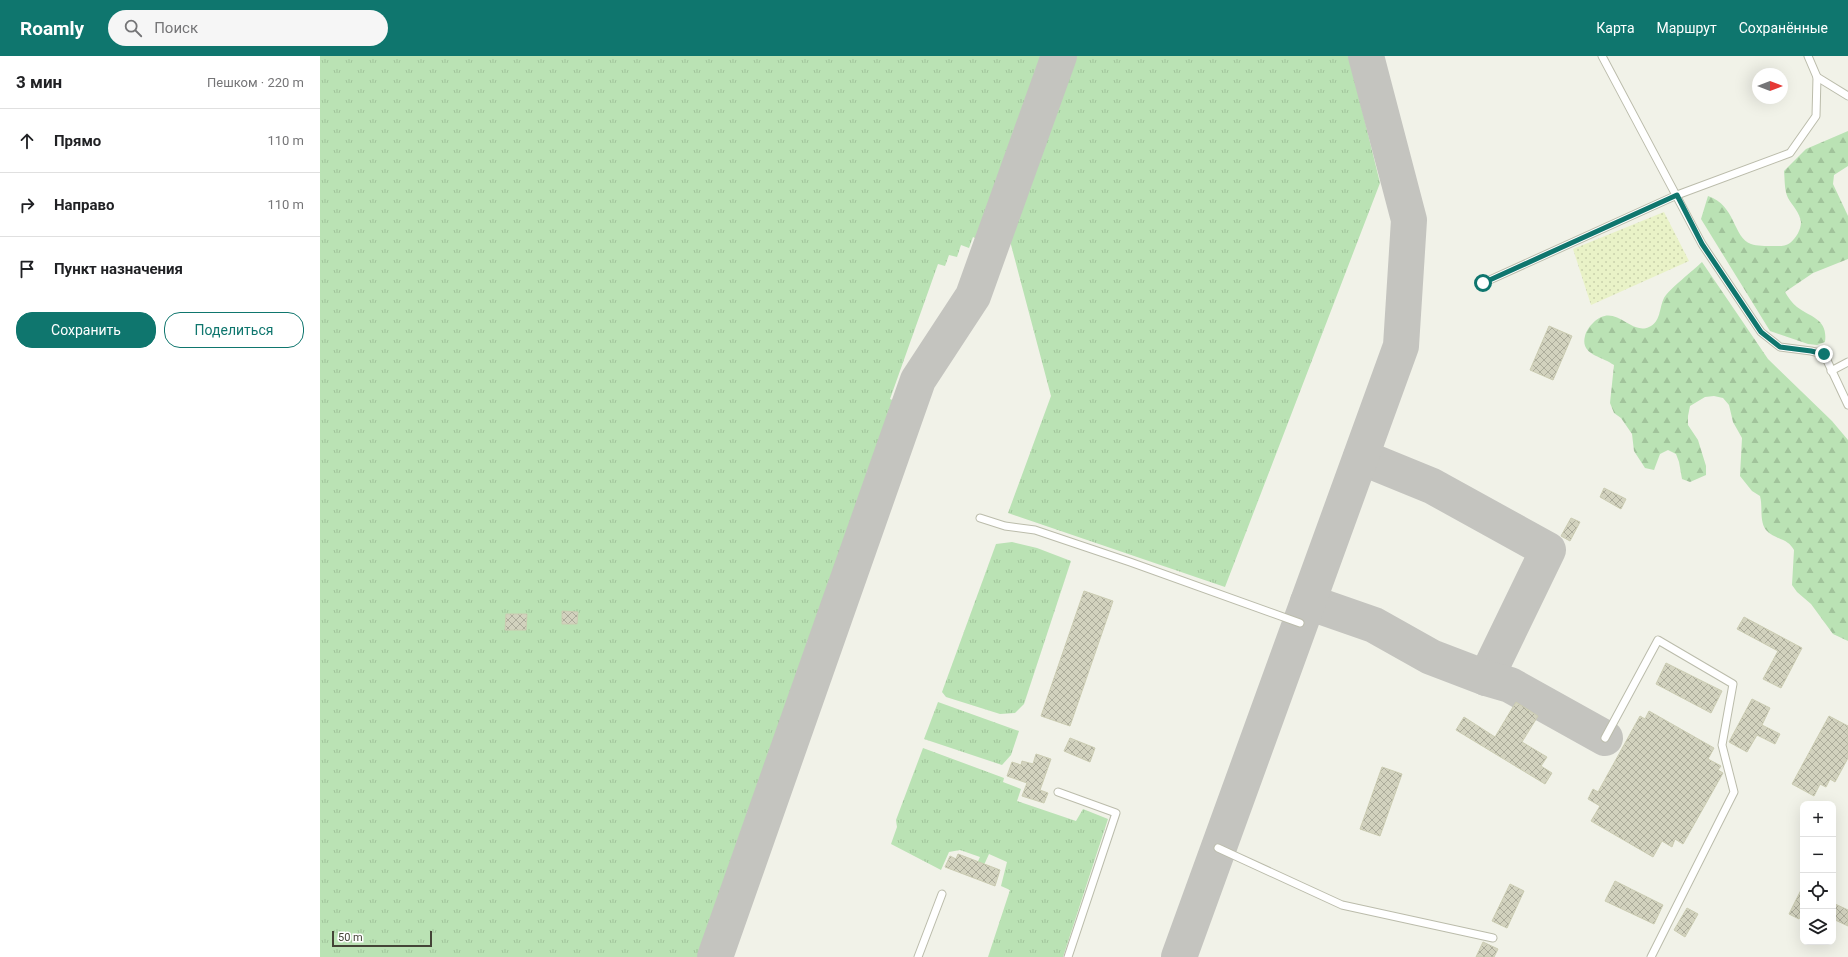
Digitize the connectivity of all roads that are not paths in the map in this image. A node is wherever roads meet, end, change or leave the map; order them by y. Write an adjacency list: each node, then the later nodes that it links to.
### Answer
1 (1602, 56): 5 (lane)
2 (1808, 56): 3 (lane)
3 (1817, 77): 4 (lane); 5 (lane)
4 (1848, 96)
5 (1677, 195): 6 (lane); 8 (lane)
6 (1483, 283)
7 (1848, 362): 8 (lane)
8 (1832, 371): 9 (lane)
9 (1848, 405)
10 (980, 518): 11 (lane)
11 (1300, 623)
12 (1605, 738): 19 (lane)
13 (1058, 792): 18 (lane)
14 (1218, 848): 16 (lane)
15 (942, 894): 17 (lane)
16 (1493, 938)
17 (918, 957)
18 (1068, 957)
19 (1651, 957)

--

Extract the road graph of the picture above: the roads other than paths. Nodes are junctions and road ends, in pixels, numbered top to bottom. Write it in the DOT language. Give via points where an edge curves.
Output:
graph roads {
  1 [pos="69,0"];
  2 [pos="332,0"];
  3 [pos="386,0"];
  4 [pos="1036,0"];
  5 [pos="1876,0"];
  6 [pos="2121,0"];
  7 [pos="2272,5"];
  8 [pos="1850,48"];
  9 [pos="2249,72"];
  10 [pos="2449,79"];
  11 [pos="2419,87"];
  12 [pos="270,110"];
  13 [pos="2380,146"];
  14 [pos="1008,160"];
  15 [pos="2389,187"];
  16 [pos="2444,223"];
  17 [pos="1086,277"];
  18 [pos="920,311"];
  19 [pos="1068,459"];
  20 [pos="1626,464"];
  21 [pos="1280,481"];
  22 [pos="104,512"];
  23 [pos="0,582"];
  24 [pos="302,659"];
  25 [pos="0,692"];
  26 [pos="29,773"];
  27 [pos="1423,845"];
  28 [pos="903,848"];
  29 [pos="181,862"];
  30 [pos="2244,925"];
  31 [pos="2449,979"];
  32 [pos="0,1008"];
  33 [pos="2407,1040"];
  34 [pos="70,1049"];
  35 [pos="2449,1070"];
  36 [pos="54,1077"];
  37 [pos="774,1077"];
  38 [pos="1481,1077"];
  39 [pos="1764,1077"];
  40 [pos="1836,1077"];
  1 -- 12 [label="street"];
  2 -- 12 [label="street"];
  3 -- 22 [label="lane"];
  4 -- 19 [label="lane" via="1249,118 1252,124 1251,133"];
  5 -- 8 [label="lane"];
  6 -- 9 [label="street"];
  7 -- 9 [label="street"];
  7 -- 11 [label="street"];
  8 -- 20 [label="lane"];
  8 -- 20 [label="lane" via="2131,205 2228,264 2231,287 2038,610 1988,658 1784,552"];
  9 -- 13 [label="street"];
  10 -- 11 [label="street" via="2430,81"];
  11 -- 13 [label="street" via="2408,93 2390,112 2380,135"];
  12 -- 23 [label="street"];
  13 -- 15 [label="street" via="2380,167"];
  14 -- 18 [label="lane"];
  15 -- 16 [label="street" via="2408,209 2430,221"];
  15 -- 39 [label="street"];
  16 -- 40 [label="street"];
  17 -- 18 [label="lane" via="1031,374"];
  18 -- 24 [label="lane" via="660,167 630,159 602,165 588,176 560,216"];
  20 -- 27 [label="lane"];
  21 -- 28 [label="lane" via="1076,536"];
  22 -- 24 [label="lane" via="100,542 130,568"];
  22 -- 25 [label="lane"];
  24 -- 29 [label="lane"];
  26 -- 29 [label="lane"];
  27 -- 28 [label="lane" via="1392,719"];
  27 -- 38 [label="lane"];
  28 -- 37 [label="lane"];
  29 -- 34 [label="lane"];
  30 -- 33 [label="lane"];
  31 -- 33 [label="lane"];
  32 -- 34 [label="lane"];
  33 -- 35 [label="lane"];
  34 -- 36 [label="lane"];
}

---

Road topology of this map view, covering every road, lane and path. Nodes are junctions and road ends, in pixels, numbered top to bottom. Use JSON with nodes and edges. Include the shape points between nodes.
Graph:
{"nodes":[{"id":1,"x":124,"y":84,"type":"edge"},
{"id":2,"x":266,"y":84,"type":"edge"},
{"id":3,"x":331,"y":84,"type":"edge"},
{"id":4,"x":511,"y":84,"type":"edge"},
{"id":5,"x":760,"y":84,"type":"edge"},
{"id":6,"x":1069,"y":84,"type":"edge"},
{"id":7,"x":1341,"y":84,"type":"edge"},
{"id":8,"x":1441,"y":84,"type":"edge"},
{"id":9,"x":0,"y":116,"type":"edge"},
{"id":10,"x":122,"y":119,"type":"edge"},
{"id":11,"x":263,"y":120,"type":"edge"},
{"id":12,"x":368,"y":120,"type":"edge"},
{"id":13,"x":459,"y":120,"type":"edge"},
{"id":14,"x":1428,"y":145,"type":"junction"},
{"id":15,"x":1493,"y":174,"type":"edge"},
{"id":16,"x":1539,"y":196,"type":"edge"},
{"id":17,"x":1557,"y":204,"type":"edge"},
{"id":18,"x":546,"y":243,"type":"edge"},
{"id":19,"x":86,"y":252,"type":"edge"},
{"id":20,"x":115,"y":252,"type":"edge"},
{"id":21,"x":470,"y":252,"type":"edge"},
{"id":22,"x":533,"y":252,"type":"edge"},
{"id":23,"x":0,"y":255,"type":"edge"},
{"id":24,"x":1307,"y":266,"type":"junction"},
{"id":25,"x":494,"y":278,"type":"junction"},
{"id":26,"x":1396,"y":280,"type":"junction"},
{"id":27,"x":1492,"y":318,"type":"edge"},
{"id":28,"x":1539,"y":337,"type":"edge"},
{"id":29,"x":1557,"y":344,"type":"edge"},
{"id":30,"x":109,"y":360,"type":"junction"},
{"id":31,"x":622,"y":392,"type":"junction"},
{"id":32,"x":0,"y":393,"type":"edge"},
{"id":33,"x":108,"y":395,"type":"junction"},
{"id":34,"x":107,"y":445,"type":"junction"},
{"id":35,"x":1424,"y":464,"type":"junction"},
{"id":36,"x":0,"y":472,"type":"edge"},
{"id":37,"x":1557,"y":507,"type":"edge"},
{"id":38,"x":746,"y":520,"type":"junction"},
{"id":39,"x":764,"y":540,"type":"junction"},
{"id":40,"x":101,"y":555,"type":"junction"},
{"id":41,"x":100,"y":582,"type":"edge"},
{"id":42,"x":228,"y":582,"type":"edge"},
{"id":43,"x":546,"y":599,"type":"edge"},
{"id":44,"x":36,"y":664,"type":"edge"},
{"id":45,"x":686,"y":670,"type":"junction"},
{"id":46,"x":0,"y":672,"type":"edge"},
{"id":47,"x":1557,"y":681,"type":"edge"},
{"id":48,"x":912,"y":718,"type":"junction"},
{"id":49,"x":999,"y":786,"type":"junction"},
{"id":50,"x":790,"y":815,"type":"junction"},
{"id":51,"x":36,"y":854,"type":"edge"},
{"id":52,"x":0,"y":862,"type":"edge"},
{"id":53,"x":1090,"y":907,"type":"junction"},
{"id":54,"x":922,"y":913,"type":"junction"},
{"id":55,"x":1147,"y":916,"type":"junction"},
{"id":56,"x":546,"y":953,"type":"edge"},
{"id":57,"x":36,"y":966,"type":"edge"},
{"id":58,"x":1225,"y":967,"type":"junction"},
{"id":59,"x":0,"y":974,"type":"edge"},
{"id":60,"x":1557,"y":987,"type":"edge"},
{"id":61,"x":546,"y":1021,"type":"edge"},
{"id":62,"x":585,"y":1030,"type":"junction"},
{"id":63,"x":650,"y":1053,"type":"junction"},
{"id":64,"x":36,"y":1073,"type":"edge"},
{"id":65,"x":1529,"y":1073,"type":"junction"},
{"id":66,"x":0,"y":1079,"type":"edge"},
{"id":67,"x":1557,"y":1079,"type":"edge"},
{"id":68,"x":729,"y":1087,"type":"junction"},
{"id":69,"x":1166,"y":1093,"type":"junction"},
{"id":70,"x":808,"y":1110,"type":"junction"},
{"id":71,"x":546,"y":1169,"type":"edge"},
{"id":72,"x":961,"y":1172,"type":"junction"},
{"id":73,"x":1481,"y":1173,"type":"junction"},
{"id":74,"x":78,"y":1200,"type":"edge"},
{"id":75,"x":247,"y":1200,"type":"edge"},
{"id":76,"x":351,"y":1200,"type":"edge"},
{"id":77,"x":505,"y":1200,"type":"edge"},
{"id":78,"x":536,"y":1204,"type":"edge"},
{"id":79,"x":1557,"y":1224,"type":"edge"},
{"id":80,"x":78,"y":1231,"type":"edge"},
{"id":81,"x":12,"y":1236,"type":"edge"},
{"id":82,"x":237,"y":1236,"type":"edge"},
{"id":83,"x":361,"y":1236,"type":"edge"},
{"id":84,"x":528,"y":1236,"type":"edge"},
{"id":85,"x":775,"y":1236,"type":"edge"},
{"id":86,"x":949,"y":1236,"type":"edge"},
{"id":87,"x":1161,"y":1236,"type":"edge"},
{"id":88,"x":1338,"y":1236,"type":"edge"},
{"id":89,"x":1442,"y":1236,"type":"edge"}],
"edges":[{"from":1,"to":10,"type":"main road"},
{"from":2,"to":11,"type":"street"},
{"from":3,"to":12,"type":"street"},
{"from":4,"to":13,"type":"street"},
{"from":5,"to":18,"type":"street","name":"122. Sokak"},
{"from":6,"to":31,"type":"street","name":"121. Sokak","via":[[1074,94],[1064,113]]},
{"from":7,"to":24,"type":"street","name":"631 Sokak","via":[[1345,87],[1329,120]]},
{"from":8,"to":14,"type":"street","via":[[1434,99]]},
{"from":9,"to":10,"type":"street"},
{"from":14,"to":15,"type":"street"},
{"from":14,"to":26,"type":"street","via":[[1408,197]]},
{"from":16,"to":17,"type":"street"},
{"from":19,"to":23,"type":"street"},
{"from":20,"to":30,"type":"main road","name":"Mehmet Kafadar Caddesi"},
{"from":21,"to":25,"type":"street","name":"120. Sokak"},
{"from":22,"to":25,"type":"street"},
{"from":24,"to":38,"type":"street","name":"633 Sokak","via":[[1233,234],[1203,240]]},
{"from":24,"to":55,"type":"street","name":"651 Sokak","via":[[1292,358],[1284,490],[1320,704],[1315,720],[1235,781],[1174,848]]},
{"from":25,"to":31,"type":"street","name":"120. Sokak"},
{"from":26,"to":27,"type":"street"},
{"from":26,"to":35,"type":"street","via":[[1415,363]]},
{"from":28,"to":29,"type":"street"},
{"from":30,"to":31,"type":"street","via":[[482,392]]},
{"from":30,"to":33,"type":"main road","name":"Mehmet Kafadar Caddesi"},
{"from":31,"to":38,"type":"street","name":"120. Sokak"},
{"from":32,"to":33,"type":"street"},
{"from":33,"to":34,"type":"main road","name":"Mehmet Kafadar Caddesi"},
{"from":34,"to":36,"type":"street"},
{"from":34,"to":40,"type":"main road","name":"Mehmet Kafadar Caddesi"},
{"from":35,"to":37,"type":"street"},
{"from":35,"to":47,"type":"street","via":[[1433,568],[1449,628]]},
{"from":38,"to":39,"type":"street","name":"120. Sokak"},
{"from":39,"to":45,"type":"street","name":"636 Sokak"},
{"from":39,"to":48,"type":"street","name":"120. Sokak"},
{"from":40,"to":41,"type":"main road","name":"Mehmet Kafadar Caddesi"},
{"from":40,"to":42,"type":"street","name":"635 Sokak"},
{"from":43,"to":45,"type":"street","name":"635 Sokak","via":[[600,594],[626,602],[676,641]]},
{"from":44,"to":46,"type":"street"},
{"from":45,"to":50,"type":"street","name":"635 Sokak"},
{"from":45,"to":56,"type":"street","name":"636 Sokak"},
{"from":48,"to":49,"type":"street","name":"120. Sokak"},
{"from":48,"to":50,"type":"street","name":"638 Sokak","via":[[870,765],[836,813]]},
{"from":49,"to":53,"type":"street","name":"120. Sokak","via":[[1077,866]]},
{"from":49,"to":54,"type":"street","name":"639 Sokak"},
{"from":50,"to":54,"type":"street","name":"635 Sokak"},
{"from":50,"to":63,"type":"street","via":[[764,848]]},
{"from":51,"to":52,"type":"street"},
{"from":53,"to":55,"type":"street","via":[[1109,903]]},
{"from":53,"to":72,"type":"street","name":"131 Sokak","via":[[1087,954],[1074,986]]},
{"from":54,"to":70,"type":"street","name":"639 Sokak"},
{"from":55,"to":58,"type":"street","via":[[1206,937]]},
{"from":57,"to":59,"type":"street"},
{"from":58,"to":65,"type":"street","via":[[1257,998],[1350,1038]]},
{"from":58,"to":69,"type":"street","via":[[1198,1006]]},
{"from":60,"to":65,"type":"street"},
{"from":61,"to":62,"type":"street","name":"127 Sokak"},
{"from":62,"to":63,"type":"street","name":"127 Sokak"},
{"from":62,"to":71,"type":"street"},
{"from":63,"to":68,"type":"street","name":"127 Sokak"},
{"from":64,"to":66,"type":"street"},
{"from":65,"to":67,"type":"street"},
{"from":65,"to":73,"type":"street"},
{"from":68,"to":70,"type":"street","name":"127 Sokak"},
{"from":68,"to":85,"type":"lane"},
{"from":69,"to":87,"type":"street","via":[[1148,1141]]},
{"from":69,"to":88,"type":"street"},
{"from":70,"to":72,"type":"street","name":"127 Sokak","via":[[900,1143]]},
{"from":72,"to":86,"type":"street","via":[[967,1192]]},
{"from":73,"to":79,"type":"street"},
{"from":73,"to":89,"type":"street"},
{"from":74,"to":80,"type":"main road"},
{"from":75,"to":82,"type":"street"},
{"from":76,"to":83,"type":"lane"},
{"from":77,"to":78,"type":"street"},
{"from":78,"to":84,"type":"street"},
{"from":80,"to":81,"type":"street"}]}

-- Problem description --
What lines in the listing above hold the string "ends"? List them.

-- Exercise response --
Extract the road graph of the picture above: the roads other than paths. Nodes are junctions and road ends, in pixels, numbered top to bottom. Write it in the DOT language. Give via points where an edge curves.
Road topology of this map view, covering every road, lane and path. Nodes are junctions and road ends, in pixels, numbered top to bottom. Use JSON with nodes and edges. Include the shape points between nodes.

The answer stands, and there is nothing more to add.